Source material.
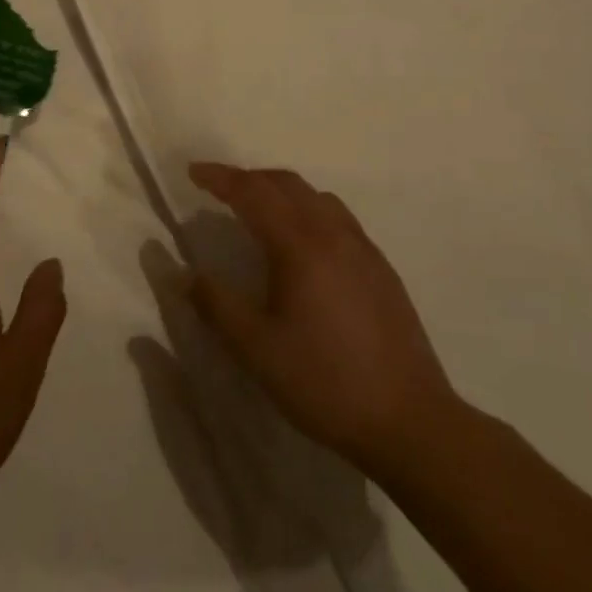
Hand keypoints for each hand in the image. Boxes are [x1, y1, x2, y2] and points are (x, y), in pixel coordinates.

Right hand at [184, 163, 455, 480]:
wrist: (409, 420)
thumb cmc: (324, 382)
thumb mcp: (257, 350)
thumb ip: (216, 305)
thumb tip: (183, 273)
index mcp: (300, 245)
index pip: (253, 192)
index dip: (220, 178)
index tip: (193, 171)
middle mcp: (333, 233)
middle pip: (286, 184)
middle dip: (249, 178)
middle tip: (219, 190)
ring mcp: (363, 248)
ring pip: (316, 197)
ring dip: (281, 191)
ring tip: (258, 210)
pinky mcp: (381, 268)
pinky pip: (338, 217)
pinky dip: (308, 210)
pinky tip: (304, 244)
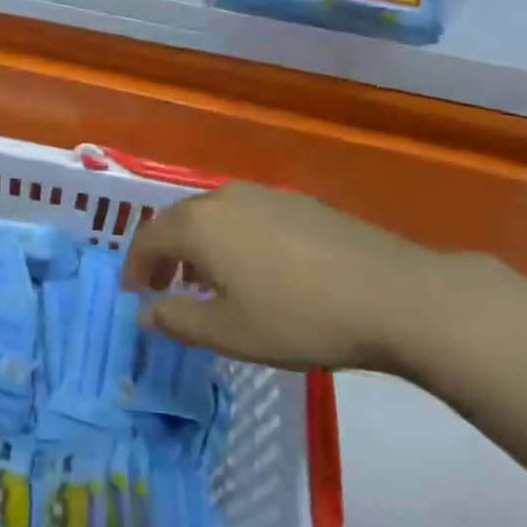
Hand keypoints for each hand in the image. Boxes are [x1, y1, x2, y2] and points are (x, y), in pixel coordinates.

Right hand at [121, 182, 447, 372]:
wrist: (393, 294)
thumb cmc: (298, 317)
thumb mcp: (230, 332)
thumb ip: (177, 320)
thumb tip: (144, 313)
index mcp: (198, 224)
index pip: (148, 237)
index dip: (134, 265)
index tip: (133, 293)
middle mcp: (223, 197)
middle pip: (178, 220)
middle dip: (165, 254)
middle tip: (164, 287)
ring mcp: (264, 194)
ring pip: (213, 215)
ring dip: (199, 246)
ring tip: (208, 282)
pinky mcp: (298, 202)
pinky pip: (246, 215)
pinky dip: (232, 238)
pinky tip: (255, 268)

Exercise description. From the data above, copy each line that has the string "thumb".

Task answer.
thumb cmc: (324, 382)
thumb mcp: (257, 350)
thumb ip: (216, 305)
thumb tip: (183, 273)
thumb cmc: (298, 317)
thumb mcp: (230, 332)
thumb ip: (177, 320)
thumb tip: (144, 313)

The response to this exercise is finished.